==== DATA FOR THIS EXERCISE
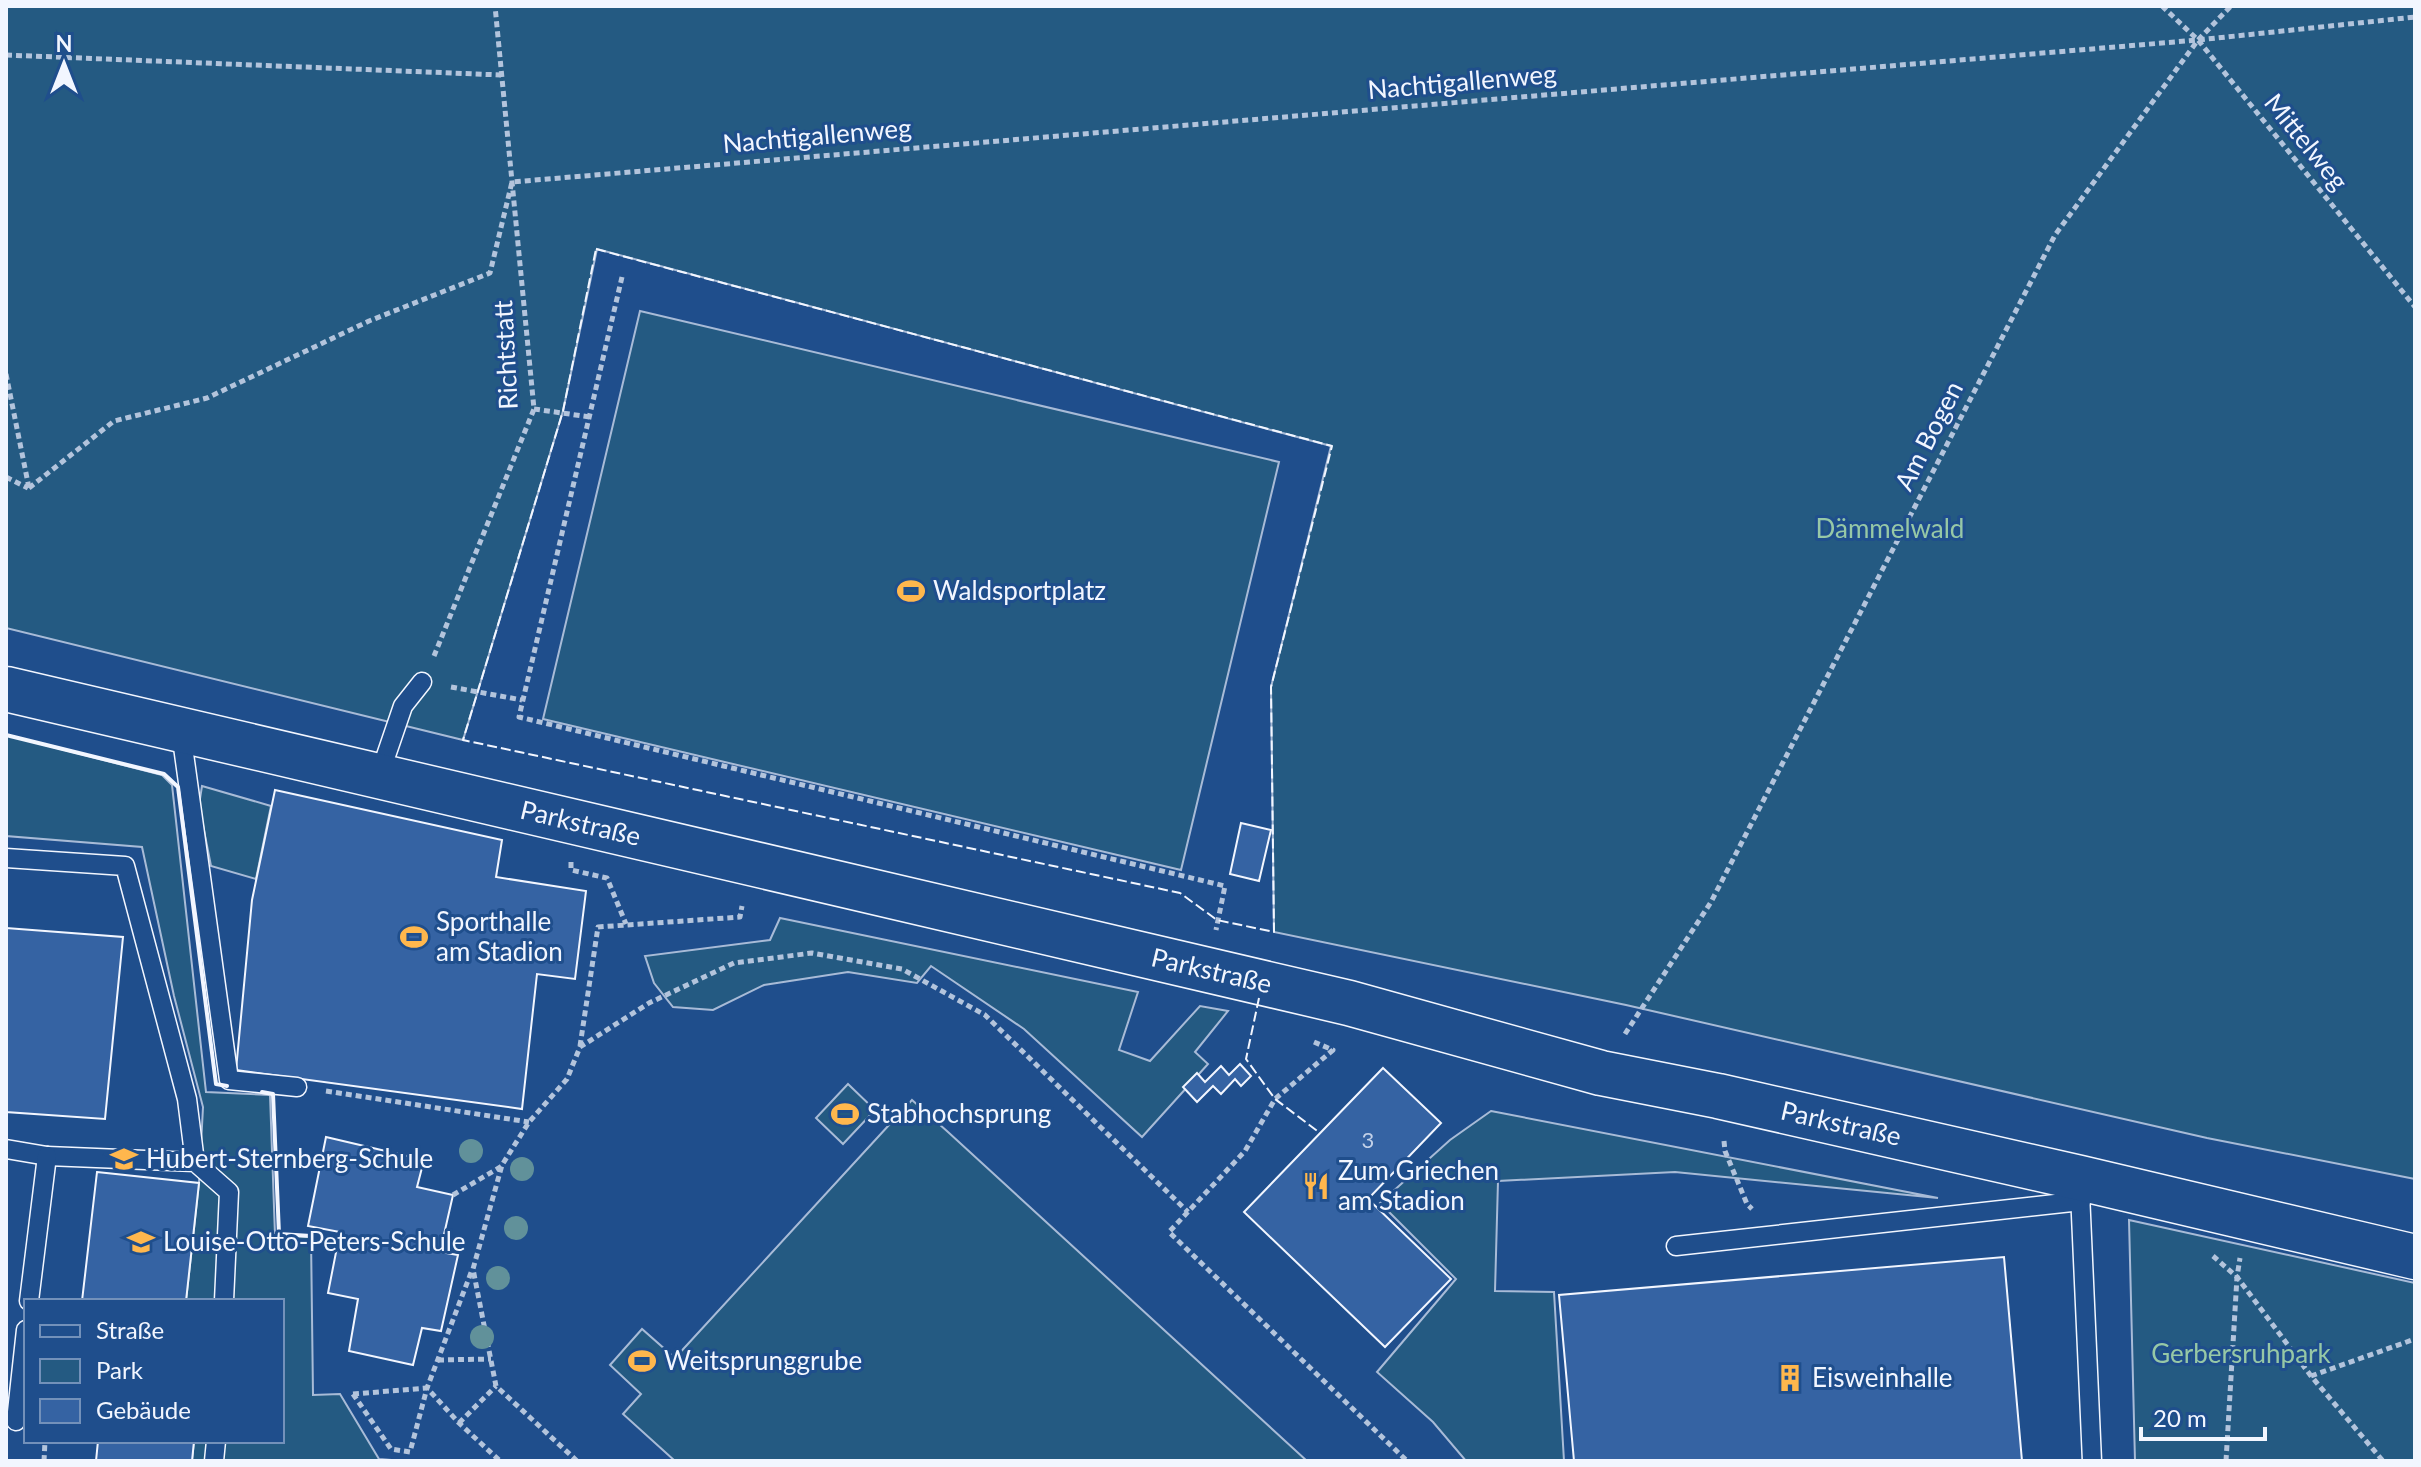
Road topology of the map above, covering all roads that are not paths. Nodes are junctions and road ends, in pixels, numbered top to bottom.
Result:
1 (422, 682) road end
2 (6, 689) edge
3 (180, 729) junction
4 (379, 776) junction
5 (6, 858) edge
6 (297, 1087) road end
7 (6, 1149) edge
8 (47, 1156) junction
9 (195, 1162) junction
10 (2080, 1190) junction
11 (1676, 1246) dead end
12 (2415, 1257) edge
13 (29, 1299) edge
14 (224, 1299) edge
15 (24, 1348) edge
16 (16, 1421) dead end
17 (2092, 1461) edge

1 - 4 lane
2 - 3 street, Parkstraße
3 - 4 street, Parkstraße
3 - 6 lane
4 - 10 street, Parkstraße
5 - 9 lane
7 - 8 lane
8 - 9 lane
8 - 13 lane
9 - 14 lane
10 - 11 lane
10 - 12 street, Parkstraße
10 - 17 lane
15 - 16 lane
========
AIM OF THE TASK: Would you set down each line of the data exactly, with no images included?

TASK SOLUTION:
Road topology of the map above, covering all roads that are not paths. Nodes are junctions and road ends, in pixels, numbered top to bottom.
Result:
1 (422, 682) road end
2 (6, 689) edge
3 (180, 729) junction
4 (379, 776) junction
5 (6, 858) edge
6 (297, 1087) road end
7 (6, 1149) edge
8 (47, 1156) junction
9 (195, 1162) junction
10 (2080, 1190) junction
11 (1676, 1246) dead end
12 (2415, 1257) edge
13 (29, 1299) edge
14 (224, 1299) edge
15 (24, 1348) edge
16 (16, 1421) dead end
17 (2092, 1461) edge

1 - 4 lane
2 - 3 street, Parkstraße
3 - 4 street, Parkstraße
3 - 6 lane
4 - 10 street, Parkstraße
5 - 9 lane
7 - 8 lane
8 - 9 lane
8 - 13 lane
9 - 14 lane
10 - 11 lane
10 - 12 street, Parkstraße
10 - 17 lane
15 - 16 lane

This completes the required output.